┌──
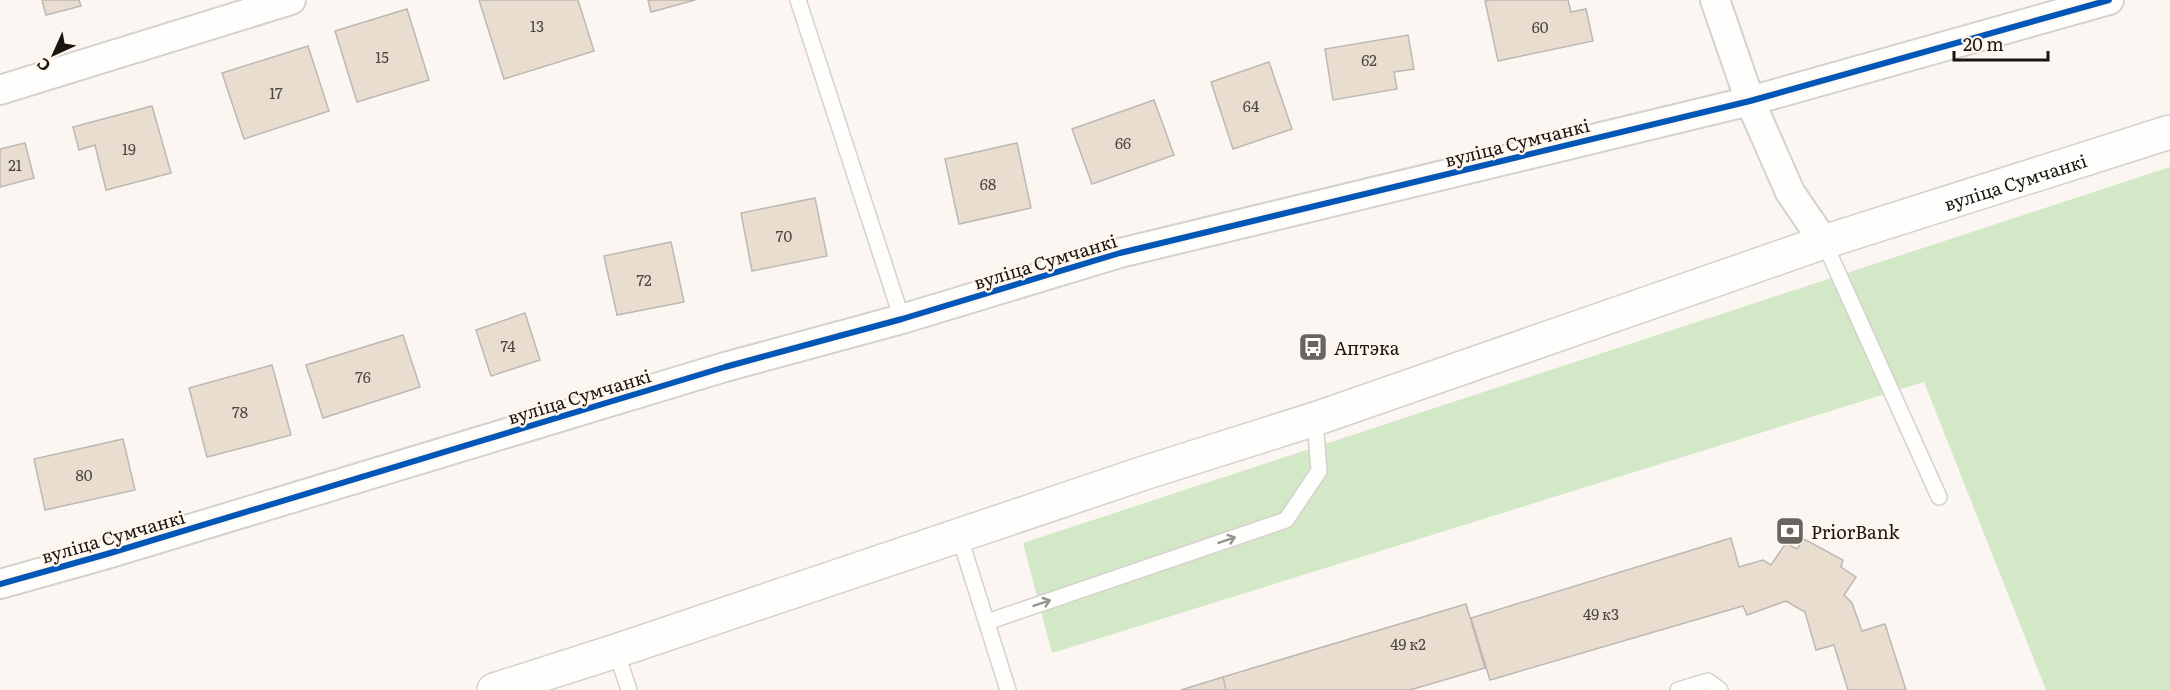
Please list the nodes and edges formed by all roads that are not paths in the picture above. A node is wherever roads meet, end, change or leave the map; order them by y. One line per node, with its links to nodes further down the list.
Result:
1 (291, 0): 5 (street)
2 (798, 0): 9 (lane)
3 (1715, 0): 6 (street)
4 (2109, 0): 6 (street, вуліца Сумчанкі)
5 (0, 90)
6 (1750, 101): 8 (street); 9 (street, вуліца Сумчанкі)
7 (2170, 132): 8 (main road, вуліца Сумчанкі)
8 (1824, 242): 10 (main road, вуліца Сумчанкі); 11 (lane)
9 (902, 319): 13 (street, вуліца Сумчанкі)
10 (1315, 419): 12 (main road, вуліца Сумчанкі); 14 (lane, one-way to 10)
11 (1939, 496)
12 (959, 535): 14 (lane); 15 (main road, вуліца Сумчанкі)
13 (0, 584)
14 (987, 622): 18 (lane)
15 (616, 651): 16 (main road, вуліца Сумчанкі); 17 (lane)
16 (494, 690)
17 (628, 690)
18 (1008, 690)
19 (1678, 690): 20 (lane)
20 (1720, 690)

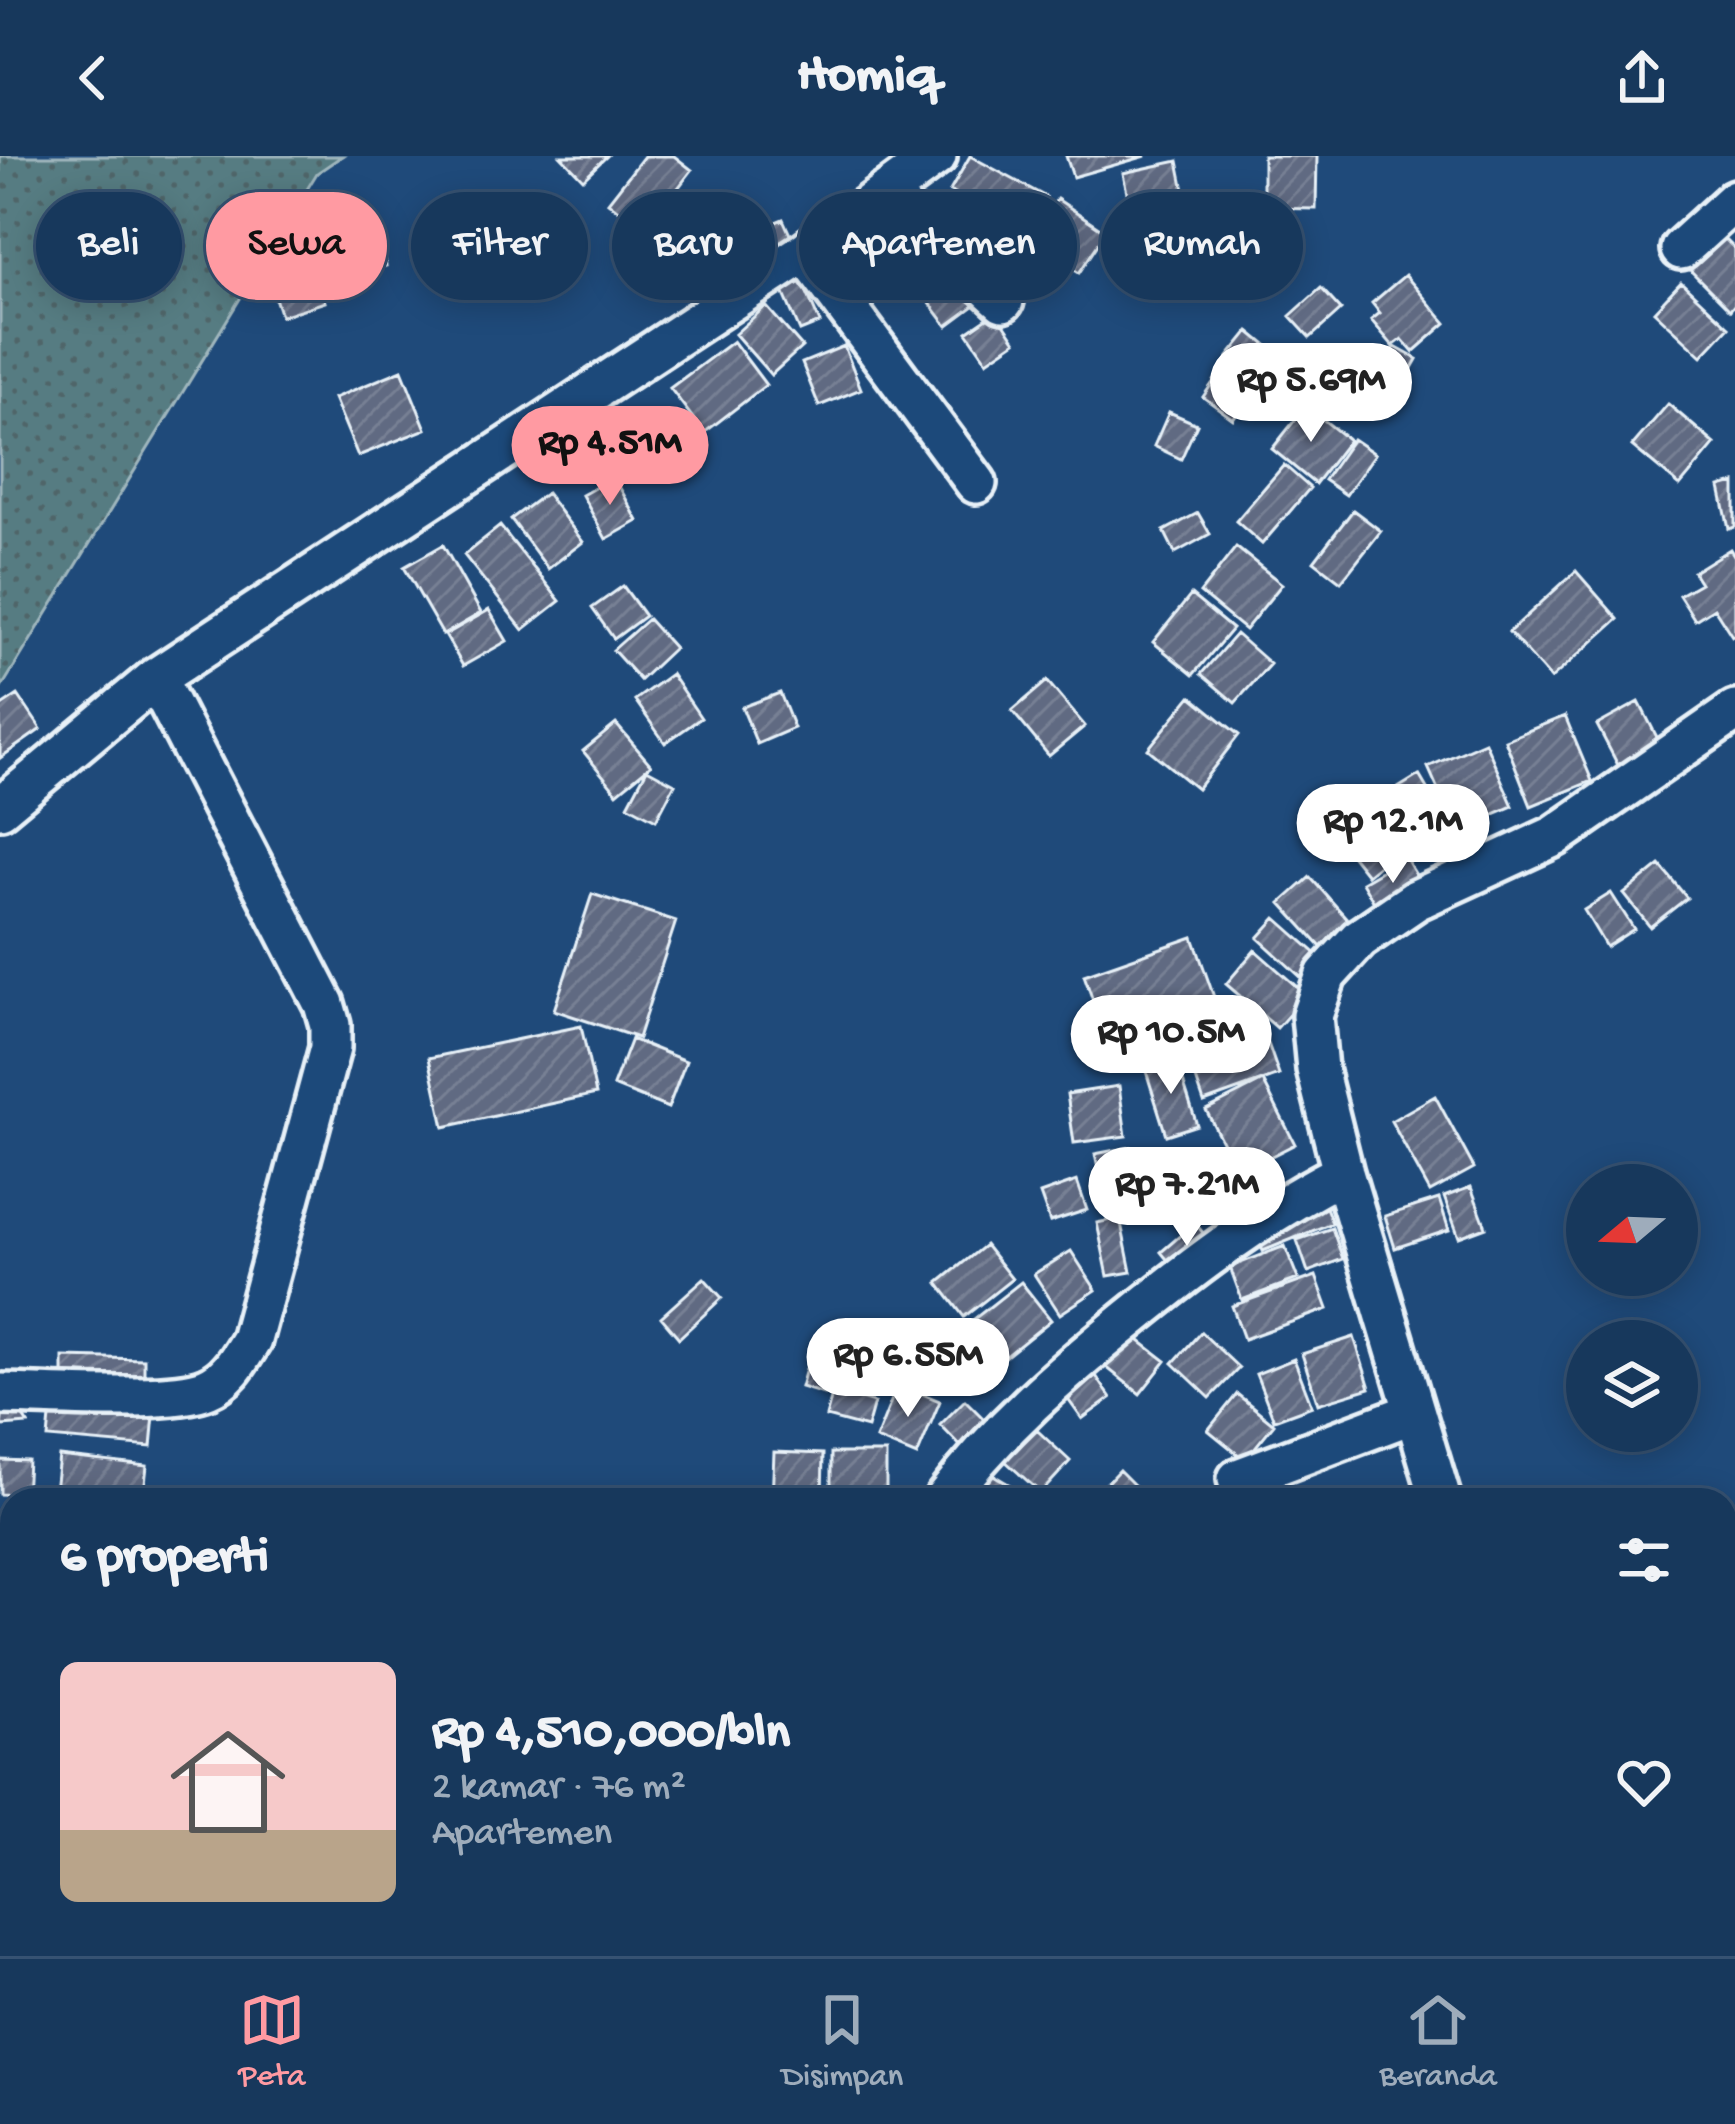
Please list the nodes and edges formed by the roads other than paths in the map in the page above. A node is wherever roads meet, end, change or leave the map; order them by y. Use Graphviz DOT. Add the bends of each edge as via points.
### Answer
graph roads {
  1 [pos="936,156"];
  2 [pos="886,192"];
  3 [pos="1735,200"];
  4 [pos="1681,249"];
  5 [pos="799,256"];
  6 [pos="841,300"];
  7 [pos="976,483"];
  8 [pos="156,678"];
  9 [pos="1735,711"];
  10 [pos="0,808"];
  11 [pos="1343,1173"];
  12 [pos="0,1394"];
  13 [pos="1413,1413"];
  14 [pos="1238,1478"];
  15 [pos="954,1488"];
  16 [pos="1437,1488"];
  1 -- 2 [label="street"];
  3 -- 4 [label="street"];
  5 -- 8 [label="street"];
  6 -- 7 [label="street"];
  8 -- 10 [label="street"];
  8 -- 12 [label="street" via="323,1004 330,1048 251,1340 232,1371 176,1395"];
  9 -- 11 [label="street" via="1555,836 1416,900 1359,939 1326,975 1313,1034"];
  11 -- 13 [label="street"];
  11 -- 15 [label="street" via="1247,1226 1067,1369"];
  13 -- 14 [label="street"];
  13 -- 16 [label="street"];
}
└──
┌──
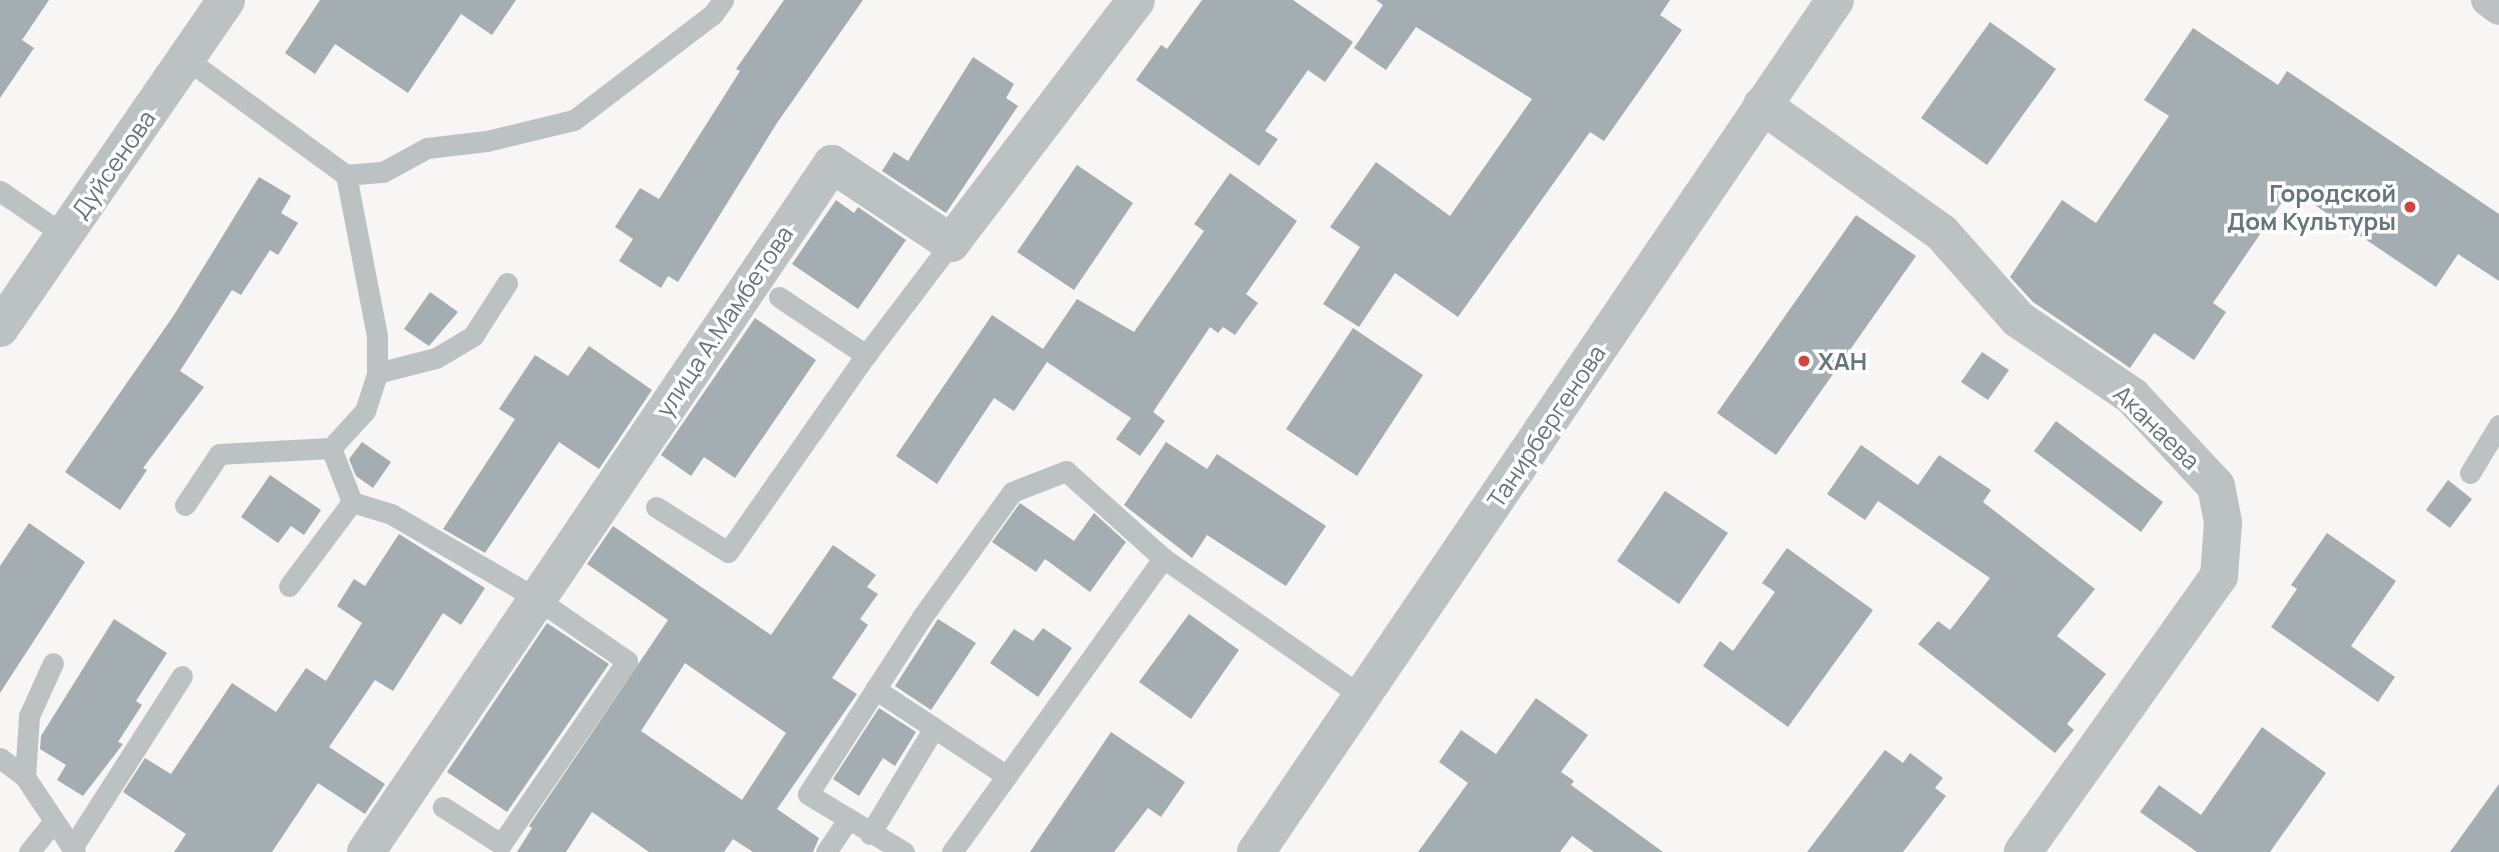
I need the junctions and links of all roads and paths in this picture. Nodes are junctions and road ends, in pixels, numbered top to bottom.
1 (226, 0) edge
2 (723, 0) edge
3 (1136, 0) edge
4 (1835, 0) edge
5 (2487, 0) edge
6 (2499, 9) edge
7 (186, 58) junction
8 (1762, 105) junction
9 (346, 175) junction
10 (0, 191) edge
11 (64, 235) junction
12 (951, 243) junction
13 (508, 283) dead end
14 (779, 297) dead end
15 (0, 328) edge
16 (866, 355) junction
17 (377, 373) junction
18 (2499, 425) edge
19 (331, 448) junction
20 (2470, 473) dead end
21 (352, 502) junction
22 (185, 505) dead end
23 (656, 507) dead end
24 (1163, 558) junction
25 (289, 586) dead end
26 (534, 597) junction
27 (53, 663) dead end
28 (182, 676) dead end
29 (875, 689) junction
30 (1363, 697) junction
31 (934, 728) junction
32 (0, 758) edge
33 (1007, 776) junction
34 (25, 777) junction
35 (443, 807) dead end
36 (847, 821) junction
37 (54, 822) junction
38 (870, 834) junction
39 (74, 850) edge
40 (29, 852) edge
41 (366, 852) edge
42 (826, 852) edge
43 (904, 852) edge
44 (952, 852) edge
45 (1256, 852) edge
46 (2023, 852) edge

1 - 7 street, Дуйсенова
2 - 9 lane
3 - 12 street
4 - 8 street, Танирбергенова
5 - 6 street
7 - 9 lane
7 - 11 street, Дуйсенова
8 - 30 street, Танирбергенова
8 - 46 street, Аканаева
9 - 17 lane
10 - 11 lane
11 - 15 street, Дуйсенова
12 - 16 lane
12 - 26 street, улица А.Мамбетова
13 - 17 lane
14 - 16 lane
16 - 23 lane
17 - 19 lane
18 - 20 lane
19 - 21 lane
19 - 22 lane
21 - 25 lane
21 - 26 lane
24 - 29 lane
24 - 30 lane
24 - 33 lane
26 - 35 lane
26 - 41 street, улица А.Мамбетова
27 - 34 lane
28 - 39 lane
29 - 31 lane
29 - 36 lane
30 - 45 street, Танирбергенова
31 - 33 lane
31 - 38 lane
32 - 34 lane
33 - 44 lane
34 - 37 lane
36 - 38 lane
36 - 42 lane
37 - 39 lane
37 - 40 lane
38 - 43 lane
└──
■ **EXERCISE OBJECTIVE**: For each line of the entries that contains the word "leave", make a copy.

■ **ANSWER SECTION**:
Please list the nodes and edges formed by all roads that are not paths in the picture above. A node is wherever roads meet, end, change or leave the map; order them by y. One line per node, with its links to nodes further down the list.
Please list the nodes and edges formed by the roads other than paths in the map in the page above. A node is wherever roads meet, end, change or leave the map; order them by y. Use Graphviz DOT. Add the bends of each edge as via points.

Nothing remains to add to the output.